### Stored data
----

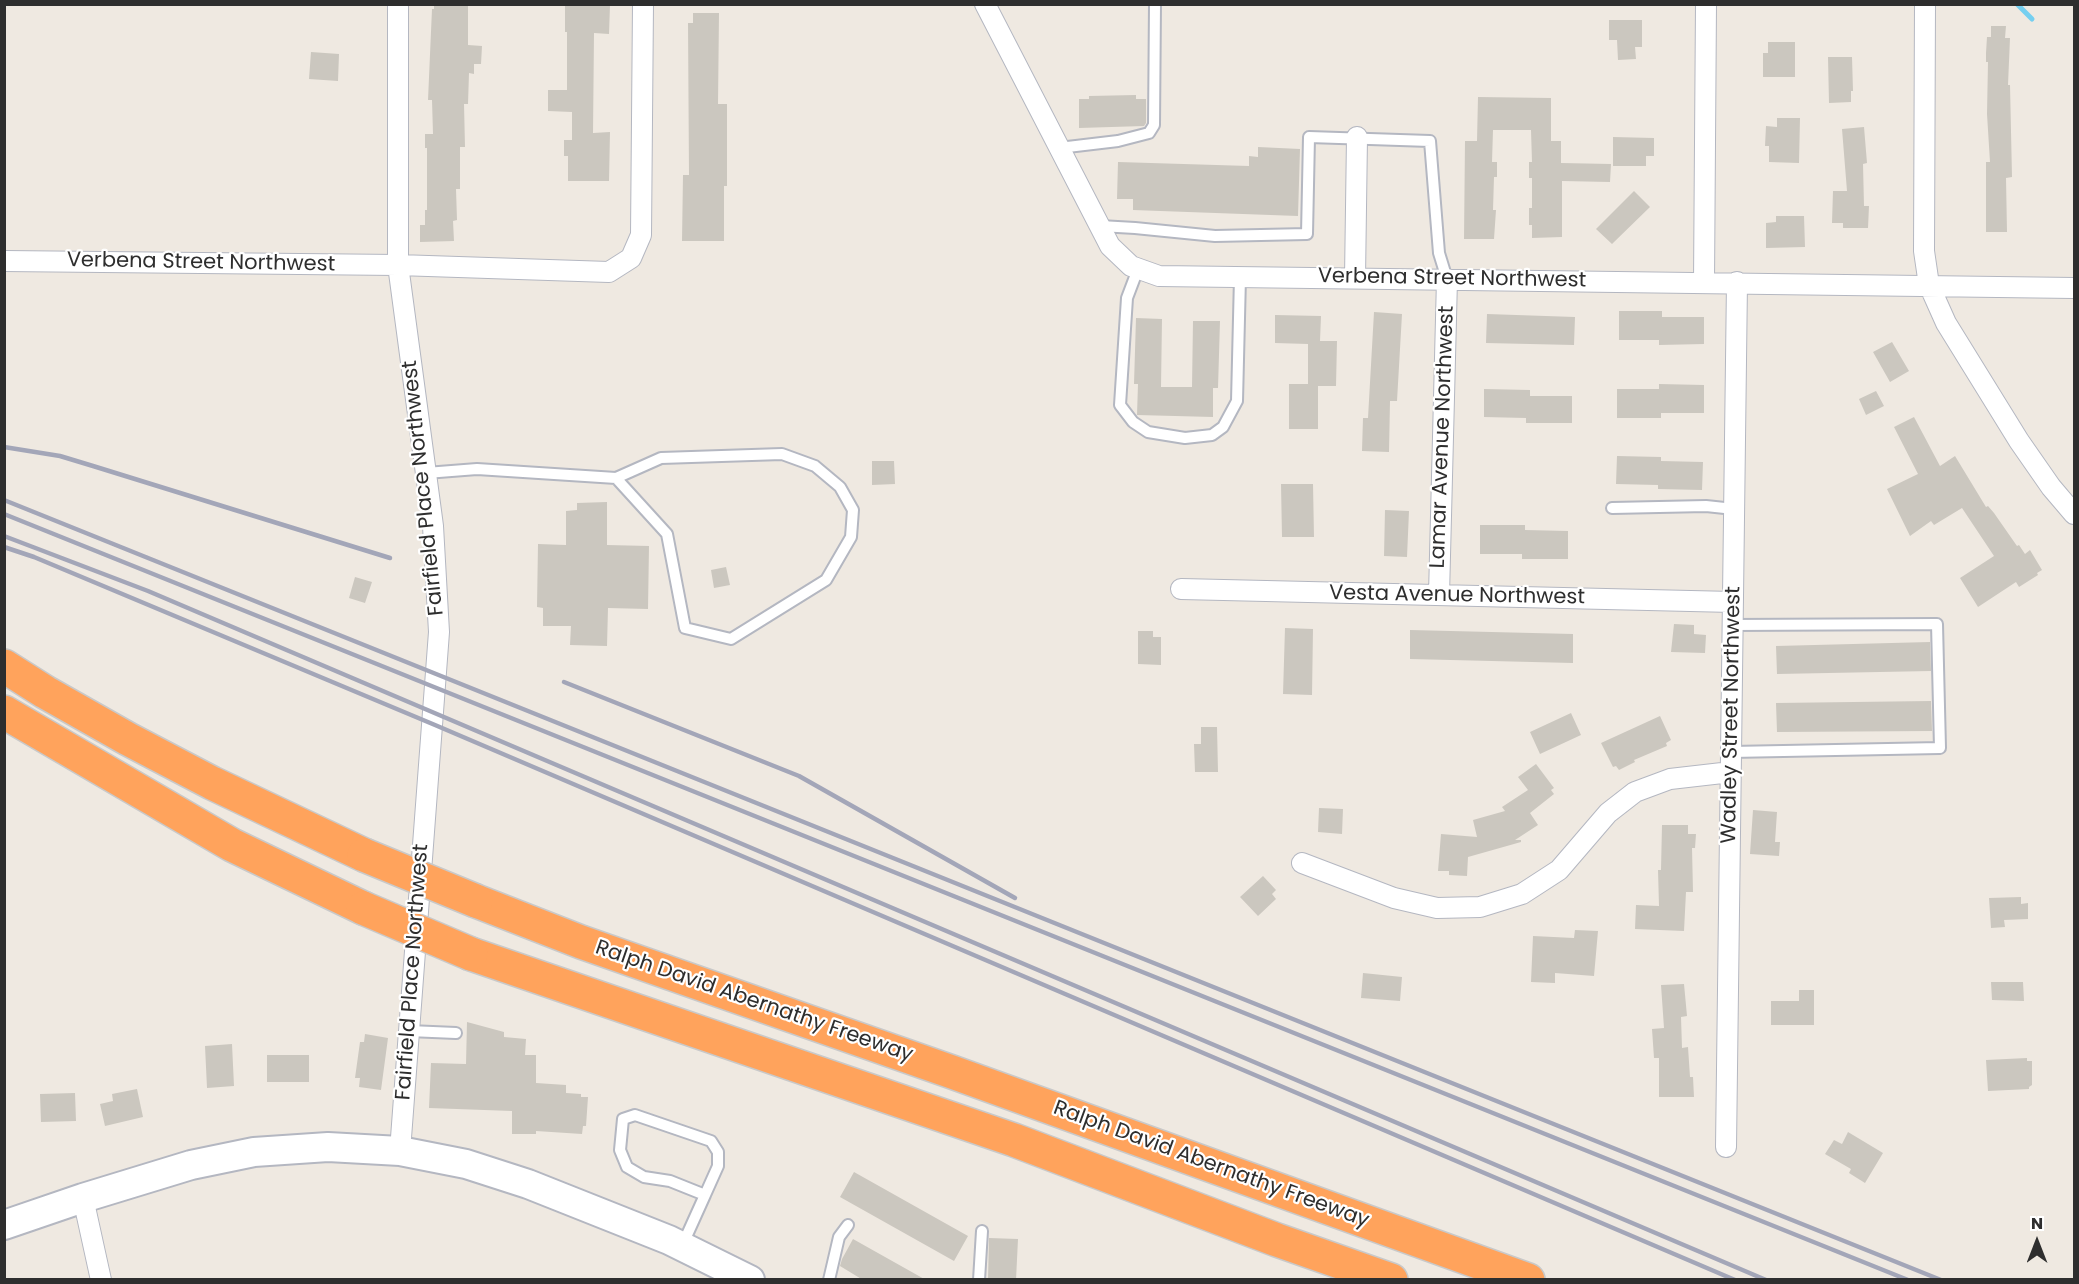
<!DOCTYPE html>
<html>
<head>
<meta charset="utf-8">
<style>
  body { margin:0 }
  #map { position:relative; width:2079px; height:1284px; overflow:hidden; background:#efe9e1; font-family:Poppins,sans-serif }
  canvas { display:block }
  .frame { position:absolute; inset:0; border:6px solid #2e2e2e; pointer-events:none }
  .north { position:absolute; left:2007px; top:1212px; width:60px; height:60px; -webkit-text-stroke:4px #fff; paint-order:stroke; rotate:0deg; font-size:16px; font-weight:700; line-height:24px; text-align:center; color:#2e2e2e }
  .north::after { content:''; display:block; margin:auto; width:21px; height:27px; background:#2e2e2e; clip-path:polygon(50% 0,100% 100%,50% 72%,0 100%) }
</style>
</head>
<body>
<div id="map">
<canvas width="2079" height="1284"></canvas>
<div class="frame"></div>
<div class="north">N</div>
</div>
<script>
const c = document.querySelector('canvas').getContext('2d');
c.lineJoin = 'round';
const shape = rows => new Path2D(rows.map(r => 'M' + r).join(''));
function strokePath(path, color, width, dash) { c.strokeStyle = color; c.lineWidth = width; c.lineCap = dash ? 'butt' : 'round'; c.setLineDash(dash || []); c.stroke(path); }
function fill(path, color) { c.fillStyle = color; c.fill(path, 'evenodd'); }
function label(font, color, halo, rows, align = 'center') {
  c.font = font + ' Poppins,sans-serif'; c.lineWidth = 4.5; c.setLineDash([]); c.textBaseline = 'middle'; c.strokeStyle = halo; c.fillStyle = color; for (const [text, x, y, turn = 0] of rows) {
    c.save(); c.translate(x, y); c.rotate((+turn || 0) * Math.PI / 180); c.textAlign = isNaN(turn) ? turn : align; if (halo) c.strokeText(text, 0, 0); c.fillText(text, 0, 0); c.restore();
  }
}
strokePath(shape([
  [2017,4,2032,19]
]), '#75cff0', 5);
fill(shape([
  [434,4,468,4,468,45,482,46,481,64,474,64,474,74,469,73,468,104,464,104,465,147,460,147,460,189,456,189,457,220,453,221,454,241,420,242,420,225,425,225,425,210,427,210,427,148,425,148,425,134,433,134,432,100,428,100,432,9,434,9],
  [565,4,610,5,609,34,594,33,593,133,610,132,609,181,568,181,568,156,564,156,564,140,572,140,572,112,548,111,548,90,567,90,567,32,565,32],
  [693,13,719,13,718,104,727,104,727,186,724,186,724,241,682,241,683,175,689,175,688,23,693,23],
  [1609,20,1642,20,1642,47,1635,47,1636,59,1618,60,1617,40,1609,40],
  [1991,26,2006,26,2005,38,2010,38,2008,85,2010,85,2012,177,2006,178,2007,232,1986,232,1986,162,1990,162,1987,114,1988,62,1986,62,1986,53,1987,37,1991,37],
  [1768,42,1795,42,1795,77,1763,77,1763,53,1768,53],
  [311,52,339,54,338,81,309,79],
  [1828,57,1852,57,1853,91,1851,91,1851,102,1829,103],
  [1136,95,1136,99,1146,99,1146,123,1144,126,1079,128,1079,99,1089,99,1089,96],
  [1478,97,1551,98,1551,141,1561,141,1561,163,1611,164,1610,182,1562,181,1562,237,1532,238,1532,225,1529,225,1529,208,1532,208,1532,178,1529,178,1529,162,1532,162,1531,130,1493,130,1492,162,1497,162,1497,177,1494,177,1493,210,1496,210,1494,239,1464,239,1465,141,1477,141],
  [1777,118,1800,118,1799,163,1769,162,1769,146,1765,146,1766,126,1777,127],
  [1864,127,1867,163,1863,164,1864,206,1869,206,1868,228,1843,228,1843,223,1832,223,1833,191,1847,191,1842,129],
  [1613,137,1654,138,1654,156,1646,156,1646,166,1613,166],
  [1258,147,1300,149,1298,216,1133,210,1133,199,1117,199,1118,162,1249,166,1249,156,1258,157],
  [1634,191,1650,207,1612,244,1596,229],
  [1776,216,1804,216,1805,247,1766,248,1766,223,1776,222],
  [1619,311,1662,311,1662,317,1704,317,1704,344,1659,345,1659,340,1619,340],
  [1374,312,1402,314,1397,401,1390,401,1389,452,1362,451,1363,418,1368,418],
  [1487,314,1575,317,1574,345,1486,343],
  [1275,315,1321,316,1320,341,1337,341,1336,386,1318,386,1318,429,1289,429,1289,384,1308,384,1308,344,1275,343],
  [1136,318,1162,319,1161,387,1192,387,1193,321,1220,321,1218,388,1213,388,1213,417,1137,415,1138,384,1134,384],
  [1892,342,1909,371,1890,382,1873,352],
  [1659,384,1704,385,1704,413,1661,413,1661,418,1617,418,1617,389,1659,389],
  [1484,389,1530,390,1530,396,1572,396,1572,423,1526,423,1526,418,1484,417],
  [1876,391,1884,406,1866,415,1859,399],
  [1914,417,1940,466,1955,456,1986,507,1988,506,1994,513,2017,546,2019,545,2025,554,2030,550,2042,570,2037,573,2038,575,2019,587,2016,582,1978,607,1960,578,1994,556,1962,508,1934,525,1931,521,1910,536,1887,489,1918,474,1894,427],
  [1617,456,1661,457,1661,461,1703,462,1702,490,1658,489,1658,485,1616,484],
  [872,461,894,461,895,484,872,485],
  [1281,484,1313,484,1314,537,1282,537],
  [607,502,607,545,649,546,648,609,608,608,607,646,570,645,571,626,543,626,543,608,537,607,538,544,566,545,566,511,577,510,577,503],
  [1385,510,1409,511,1407,557,1384,556],
  [1480,525,1525,525,1525,530,1568,531,1568,559,1522,559,1522,554,1480,554],
  [726,567,730,585,714,588,711,570],
  [355,577,372,582,365,603,349,598],
  [1674,624,1694,625,1694,634,1706,635,1705,653,1671,652],
  [1285,628,1313,629,1312,695,1283,694],
  [1410,630,1573,634,1573,663,1410,659],
  [1138,631,1153,631,1153,637,1161,637,1161,665,1138,664],
  [1930,642,1931,671,1777,674,1776,646],
  [1931,701,1932,731,1777,732,1776,703],
  [1571,713,1581,735,1540,754,1530,732],
  [1660,716,1671,740,1666,743,1667,746,1634,760,1635,762,1619,770,1616,766,1613,767,1601,743],
  [1201,727,1217,727,1218,772,1195,772,1194,744,1201,744],
  [1536,764,1554,788,1551,790,1554,794,1530,813,1538,825,1515,840,1521,840,1521,842,1468,857,1467,876,1449,875,1449,871,1438,871,1441,834,1477,837,1473,820,1505,811,1502,807,1528,790,1518,777],
  [1319,808,1343,809,1342,834,1318,832],
  [1753,810,1777,812,1775,842,1780,842,1779,856,1750,854],
  [1662,825,1688,825,1688,834,1696,834,1695,848,1692,848,1693,892,1686,892,1684,931,1635,929,1636,905,1659,906,1658,870,1661,870],
  [1263,876,1276,890,1272,894,1276,899,1258,916,1240,897],
  [2021,897,2021,904,2028,903,2028,919,2004,920,2005,927,1991,928,1989,898],
  [1575,930,1598,931,1594,976,1555,973,1555,983,1531,982,1533,936,1574,938],
  [1363,973,1402,977,1400,1001,1361,998],
  [1991,982,2023,982,2024,1001,1992,1000],
  [1684,984,1687,1016,1681,1017,1682,1048,1688,1047,1690,1077,1693,1077,1694,1097,1659,1097,1659,1058,1654,1058,1652,1029,1664,1028,1661,985],
  [1799,990,1814,990,1814,1025,1771,1025,1771,1001,1799,1001],
  [467,1022,504,1032,504,1037,526,1039,525,1055,536,1055,536,1083,566,1085,566,1093,581,1094,581,1097,588,1097,586,1126,583,1126,582,1134,536,1131,536,1134,512,1134,512,1111,429,1108,431,1063,466,1064],
  [365,1034,388,1038,381,1090,359,1087,360,1078,355,1078,360,1042,364,1042],
  [232,1044,234,1086,207,1088,205,1046],
  [267,1055,309,1055,309,1082,267,1082],
  [2027,1058,2027,1061,2032,1061,2032,1085,2029,1087,2029,1089,1988,1091,1986,1060],
  [137,1089,143,1117,105,1126,100,1104,113,1101,112,1094],
  [75,1093,76,1121,41,1122,40,1094],
  [1848,1132,1883,1153,1865,1183,1849,1173,1851,1169,1825,1154,1834,1140,1842,1144],
  [854,1172,968,1236,954,1261,840,1197],
  [989,1238,1018,1239,1016,1280,988,1280],
  [853,1239,926,1280,863,1280,840,1266,842,1259]
]), '#cbc7bf');
const service = shape([
  [1059,148,1118,141,1149,133,1154,125,1155,4],
  [1100,226,1135,228,1215,236,1307,234,1309,137,1430,141,1439,253,1447,279],
  [1138,269,1127,298,1120,405,1133,422,1148,432,1185,438,1212,435,1223,427,1237,401,1240,277],
  [426,473,477,469,616,478,667,534,685,628,731,639,826,580,851,537,853,510,840,487,815,466,782,454,661,458,616,478],
  [1612,508,1706,506,1734,509],
  [1731,752,1940,748,1937,624,1732,625],
  [409,1031,456,1033],
  [682,1246,705,1195,670,1181,644,1177,627,1167,620,1150,623,1119,635,1115,711,1141,718,1152,718,1166,705,1195],
  [829,1280,839,1237,848,1225],
  [979,1280,982,1231]
]);
const minor = shape([
  [398,4,398,265,433,526,439,632,400,1151],
  [985,4,1110,246,1131,266,1159,276,2074,288],
  [1925,4,1924,251,1929,285,1946,323,2019,441,2051,487,2074,514],
  [4,261,398,265,609,272,631,258,641,235,643,4],
  [1355,278,1357,137],
  [1704,282,1706,4],
  [1181,589,1733,602],
  [1439,595,1447,279],
  [1302,863,1394,898,1437,908,1480,907,1522,894,1559,870,1608,813,1635,792,1670,779,1731,772],
  [1726,1147,1737,282],
  [83,1198,101,1280]
]);
const secondary = shape([
  [4,1225,83,1198,191,1165,254,1152,328,1147,400,1151,466,1164,528,1184,669,1240,750,1280]
]);
const motorway = shape([
  [4,666,45,692,128,739,212,783,364,855],
  [4,712,232,845,363,908],
  [476,901,581,942,952,1072,1528,1280],
  [471,954,1014,1140,1277,1240,1391,1280]
]);
strokePath(service, '#b4b7c1', 14);
strokePath(minor, '#b4b7c1', 22);
strokePath(secondary, '#b4b7c1', 32);
strokePath(motorway, '#c9c9c9', 36);
strokePath(service, '#fff', 10);
strokePath(minor, '#fff', 20);
strokePath(secondary, '#fff', 28);
strokePath(motorway, '#ffa35c', 33);
strokePath(shape([
  [4,447,60,456,93,466,390,558],
  [4,500,1941,1280],
  [4,514,1908,1280],
  [4,536,148,591,1766,1280],
  [4,547,34,557,435,725,1735,1280],
  [564,682,799,776,1015,898]
]), '#a3a6b8', 4.5);
const motorwayBridge = shape([
  [364,855,476,901],
  [363,908,471,954]
]);
strokePath(motorwayBridge, '#c9c9c9', 36, []);
strokePath(motorwayBridge, '#ffa35c', 33);
label('21px', '#2e2e2e', '#fff', [
  ["Verbena Street Northwest",201,263,1],
  ["Verbena Street Northwest",1452,279,1],
  ["Lamar Avenue Northwest",1443,437,-88],
  ["Fairfield Place Northwest",424,488,-96],
  ["Vesta Avenue Northwest",1457,596,1],
  ["Wadley Street Northwest",1732,715,-89],
  ["Fairfield Place Northwest",413,972,-86],
  ["Ralph David Abernathy Freeway",754,1002,19],
  ["Ralph David Abernathy Freeway",1211,1165,20]
]);
</script>
</body>
</html>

----

### TASK PROMPT
Copy out the lines of the records above in which the string "Poppins" appears.

### WRITTEN SOLUTION
  #map { position:relative; width:2079px; height:1284px; overflow:hidden; background:#efe9e1; font-family:Poppins,sans-serif }
  c.font = font + ' Poppins,sans-serif'; c.lineWidth = 4.5; c.setLineDash([]); c.textBaseline = 'middle'; c.strokeStyle = halo; c.fillStyle = color; for (const [text, x, y, turn = 0] of rows) {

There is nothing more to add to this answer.